--- TASK OBJECTIVE ---
Each line of the listing that contains "Olmos" should be found and copied.

--- RECORDS PROVIDED ---
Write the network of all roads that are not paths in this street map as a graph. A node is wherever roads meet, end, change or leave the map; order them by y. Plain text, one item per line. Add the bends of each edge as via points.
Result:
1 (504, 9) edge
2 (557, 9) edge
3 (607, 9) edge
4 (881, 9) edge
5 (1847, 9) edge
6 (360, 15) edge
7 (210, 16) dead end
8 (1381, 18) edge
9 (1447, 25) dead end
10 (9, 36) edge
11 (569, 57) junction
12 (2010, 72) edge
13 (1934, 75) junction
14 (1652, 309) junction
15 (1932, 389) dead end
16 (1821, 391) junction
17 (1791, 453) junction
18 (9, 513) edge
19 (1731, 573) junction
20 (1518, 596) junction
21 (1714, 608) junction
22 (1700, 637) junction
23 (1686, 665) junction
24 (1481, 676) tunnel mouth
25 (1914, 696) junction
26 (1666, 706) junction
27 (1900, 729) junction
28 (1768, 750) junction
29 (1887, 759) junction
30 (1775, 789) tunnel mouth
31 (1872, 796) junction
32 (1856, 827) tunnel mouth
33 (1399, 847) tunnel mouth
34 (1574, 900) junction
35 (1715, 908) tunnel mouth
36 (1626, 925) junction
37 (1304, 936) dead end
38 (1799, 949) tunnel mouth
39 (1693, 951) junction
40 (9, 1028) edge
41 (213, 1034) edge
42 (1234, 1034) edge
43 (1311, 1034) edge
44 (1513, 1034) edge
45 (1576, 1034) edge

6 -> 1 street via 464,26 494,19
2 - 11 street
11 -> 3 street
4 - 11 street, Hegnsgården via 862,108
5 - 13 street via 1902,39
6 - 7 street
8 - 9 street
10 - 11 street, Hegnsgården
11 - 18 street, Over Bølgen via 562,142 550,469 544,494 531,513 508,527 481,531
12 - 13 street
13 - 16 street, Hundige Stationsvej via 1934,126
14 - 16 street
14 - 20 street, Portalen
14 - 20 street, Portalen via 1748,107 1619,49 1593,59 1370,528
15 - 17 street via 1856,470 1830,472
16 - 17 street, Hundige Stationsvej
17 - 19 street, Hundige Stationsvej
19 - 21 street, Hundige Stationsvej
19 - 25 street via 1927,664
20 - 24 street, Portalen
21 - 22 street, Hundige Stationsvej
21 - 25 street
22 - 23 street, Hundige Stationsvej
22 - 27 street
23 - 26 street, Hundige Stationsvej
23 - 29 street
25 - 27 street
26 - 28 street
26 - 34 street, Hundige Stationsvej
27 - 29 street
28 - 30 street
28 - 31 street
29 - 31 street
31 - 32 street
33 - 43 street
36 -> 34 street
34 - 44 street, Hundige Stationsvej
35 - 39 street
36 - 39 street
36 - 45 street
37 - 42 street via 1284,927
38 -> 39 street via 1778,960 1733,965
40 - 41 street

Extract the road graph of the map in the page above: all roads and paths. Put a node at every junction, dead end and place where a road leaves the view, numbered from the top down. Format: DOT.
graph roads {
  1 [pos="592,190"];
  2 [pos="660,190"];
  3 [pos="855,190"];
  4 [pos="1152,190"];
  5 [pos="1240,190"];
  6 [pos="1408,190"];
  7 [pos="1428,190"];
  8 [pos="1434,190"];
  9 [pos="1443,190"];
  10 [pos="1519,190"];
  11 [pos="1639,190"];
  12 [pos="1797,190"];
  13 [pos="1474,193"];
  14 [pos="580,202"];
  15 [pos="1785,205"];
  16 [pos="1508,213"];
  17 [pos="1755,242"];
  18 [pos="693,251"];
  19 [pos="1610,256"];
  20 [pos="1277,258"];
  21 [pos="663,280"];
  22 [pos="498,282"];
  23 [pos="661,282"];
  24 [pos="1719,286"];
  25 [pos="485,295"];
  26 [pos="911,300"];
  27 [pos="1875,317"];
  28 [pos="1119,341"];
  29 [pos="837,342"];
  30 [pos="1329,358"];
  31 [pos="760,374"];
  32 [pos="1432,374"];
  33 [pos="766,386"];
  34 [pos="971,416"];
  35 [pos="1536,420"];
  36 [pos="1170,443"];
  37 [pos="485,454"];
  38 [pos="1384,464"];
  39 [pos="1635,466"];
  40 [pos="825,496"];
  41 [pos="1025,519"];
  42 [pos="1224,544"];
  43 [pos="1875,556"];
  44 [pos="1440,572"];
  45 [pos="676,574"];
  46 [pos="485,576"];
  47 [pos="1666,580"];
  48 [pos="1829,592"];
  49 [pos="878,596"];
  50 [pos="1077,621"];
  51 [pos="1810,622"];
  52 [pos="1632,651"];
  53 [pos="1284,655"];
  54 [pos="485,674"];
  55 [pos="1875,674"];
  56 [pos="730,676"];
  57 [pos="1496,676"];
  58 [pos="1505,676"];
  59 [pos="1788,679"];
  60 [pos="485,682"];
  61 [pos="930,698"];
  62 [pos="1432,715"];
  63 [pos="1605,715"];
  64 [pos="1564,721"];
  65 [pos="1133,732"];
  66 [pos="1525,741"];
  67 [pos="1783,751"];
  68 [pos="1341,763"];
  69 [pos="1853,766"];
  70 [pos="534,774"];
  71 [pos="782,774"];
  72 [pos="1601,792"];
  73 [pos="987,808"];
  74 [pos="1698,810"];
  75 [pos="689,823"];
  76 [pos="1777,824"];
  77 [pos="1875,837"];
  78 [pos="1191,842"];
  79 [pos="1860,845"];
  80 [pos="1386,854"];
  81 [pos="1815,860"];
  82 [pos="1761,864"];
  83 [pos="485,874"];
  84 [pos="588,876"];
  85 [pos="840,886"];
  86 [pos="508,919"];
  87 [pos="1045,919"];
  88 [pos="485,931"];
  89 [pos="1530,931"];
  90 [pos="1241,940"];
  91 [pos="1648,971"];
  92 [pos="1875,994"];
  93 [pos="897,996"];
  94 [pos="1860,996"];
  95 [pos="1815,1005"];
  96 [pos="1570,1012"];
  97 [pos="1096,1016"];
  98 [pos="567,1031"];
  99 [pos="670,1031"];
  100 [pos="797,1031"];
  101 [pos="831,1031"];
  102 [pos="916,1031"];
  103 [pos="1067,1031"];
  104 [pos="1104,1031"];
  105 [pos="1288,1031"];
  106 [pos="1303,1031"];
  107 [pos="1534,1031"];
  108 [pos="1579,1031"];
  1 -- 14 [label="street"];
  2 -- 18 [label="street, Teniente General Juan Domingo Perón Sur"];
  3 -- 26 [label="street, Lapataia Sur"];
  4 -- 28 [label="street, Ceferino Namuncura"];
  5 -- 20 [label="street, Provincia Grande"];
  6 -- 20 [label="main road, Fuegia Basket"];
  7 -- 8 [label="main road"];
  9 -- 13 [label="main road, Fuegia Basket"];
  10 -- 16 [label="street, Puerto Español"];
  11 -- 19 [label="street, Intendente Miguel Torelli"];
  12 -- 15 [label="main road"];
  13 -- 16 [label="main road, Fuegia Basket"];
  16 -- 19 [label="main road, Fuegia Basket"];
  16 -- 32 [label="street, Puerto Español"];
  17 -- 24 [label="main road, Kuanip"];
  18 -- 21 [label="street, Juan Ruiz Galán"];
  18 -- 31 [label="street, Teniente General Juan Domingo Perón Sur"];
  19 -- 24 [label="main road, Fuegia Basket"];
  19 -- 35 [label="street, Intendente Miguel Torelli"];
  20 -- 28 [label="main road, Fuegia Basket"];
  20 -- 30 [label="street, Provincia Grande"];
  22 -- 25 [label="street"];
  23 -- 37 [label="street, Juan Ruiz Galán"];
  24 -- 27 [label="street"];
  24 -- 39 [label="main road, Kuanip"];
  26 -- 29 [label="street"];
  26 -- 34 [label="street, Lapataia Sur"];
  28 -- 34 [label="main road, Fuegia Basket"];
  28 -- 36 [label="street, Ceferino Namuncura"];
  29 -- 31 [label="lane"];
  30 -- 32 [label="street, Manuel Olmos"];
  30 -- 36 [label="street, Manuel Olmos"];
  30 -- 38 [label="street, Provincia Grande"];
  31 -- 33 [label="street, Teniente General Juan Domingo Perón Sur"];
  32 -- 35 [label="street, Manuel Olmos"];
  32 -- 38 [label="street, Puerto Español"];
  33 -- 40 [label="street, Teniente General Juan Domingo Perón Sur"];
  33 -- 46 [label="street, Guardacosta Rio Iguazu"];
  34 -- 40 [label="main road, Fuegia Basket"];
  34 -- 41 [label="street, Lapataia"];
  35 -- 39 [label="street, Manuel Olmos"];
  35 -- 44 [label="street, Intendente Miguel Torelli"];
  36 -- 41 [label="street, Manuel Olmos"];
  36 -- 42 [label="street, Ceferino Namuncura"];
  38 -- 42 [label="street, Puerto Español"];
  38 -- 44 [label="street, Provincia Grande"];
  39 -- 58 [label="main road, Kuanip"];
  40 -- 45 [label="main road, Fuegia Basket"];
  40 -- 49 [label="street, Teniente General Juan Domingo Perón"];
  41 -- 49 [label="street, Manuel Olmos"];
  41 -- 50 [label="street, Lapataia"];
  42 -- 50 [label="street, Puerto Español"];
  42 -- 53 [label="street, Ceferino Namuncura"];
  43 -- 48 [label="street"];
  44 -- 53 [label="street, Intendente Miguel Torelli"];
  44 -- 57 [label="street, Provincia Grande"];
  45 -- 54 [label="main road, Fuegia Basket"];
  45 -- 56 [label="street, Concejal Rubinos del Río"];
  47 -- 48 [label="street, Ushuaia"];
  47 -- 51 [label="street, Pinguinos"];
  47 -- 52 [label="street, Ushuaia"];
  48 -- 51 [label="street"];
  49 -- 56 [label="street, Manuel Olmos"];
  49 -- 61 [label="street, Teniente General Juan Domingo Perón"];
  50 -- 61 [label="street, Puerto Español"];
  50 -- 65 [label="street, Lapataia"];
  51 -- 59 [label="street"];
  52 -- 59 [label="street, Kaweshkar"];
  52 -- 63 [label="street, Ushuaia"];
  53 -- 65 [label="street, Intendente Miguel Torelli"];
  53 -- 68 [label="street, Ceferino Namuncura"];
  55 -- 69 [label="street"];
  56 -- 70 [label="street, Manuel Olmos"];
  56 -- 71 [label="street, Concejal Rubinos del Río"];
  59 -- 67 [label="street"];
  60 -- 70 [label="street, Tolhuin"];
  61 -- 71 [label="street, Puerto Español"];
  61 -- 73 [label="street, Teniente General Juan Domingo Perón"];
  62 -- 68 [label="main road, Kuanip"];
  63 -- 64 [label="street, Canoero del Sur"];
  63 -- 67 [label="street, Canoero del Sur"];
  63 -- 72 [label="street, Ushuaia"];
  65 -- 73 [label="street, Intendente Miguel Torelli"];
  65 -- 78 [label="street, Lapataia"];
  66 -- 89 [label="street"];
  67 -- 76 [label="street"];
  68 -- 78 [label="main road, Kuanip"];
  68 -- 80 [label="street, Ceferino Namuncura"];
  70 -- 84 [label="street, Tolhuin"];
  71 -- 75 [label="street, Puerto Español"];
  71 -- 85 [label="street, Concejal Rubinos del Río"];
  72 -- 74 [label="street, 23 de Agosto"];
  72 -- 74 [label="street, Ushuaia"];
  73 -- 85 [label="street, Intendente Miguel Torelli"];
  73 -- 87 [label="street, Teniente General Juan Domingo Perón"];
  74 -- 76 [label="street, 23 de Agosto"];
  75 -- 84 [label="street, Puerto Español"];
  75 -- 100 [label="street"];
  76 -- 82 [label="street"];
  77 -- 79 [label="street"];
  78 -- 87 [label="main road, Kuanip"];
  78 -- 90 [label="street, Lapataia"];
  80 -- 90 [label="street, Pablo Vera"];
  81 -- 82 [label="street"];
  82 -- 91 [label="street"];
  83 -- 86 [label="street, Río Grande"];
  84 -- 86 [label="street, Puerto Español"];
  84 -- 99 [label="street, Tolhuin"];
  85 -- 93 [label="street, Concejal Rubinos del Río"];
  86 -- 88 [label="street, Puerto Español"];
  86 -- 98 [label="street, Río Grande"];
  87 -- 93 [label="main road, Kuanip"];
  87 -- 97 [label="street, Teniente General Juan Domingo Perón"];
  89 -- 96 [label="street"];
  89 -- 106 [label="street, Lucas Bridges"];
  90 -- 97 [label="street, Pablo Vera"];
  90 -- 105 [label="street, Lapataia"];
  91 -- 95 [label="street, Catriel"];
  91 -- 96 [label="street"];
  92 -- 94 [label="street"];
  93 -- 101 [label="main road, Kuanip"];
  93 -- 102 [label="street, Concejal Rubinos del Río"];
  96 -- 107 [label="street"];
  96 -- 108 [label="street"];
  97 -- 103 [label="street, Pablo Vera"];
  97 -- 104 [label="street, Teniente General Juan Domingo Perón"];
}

--- EXERCISE OUTPUT ---
  30 -- 32 [label="street, Manuel Olmos"];
  30 -- 36 [label="street, Manuel Olmos"];
  32 -- 35 [label="street, Manuel Olmos"];
  35 -- 39 [label="street, Manuel Olmos"];
  36 -- 41 [label="street, Manuel Olmos"];
  41 -- 49 [label="street, Manuel Olmos"];
  49 -- 56 [label="street, Manuel Olmos"];
  56 -- 70 [label="street, Manuel Olmos"];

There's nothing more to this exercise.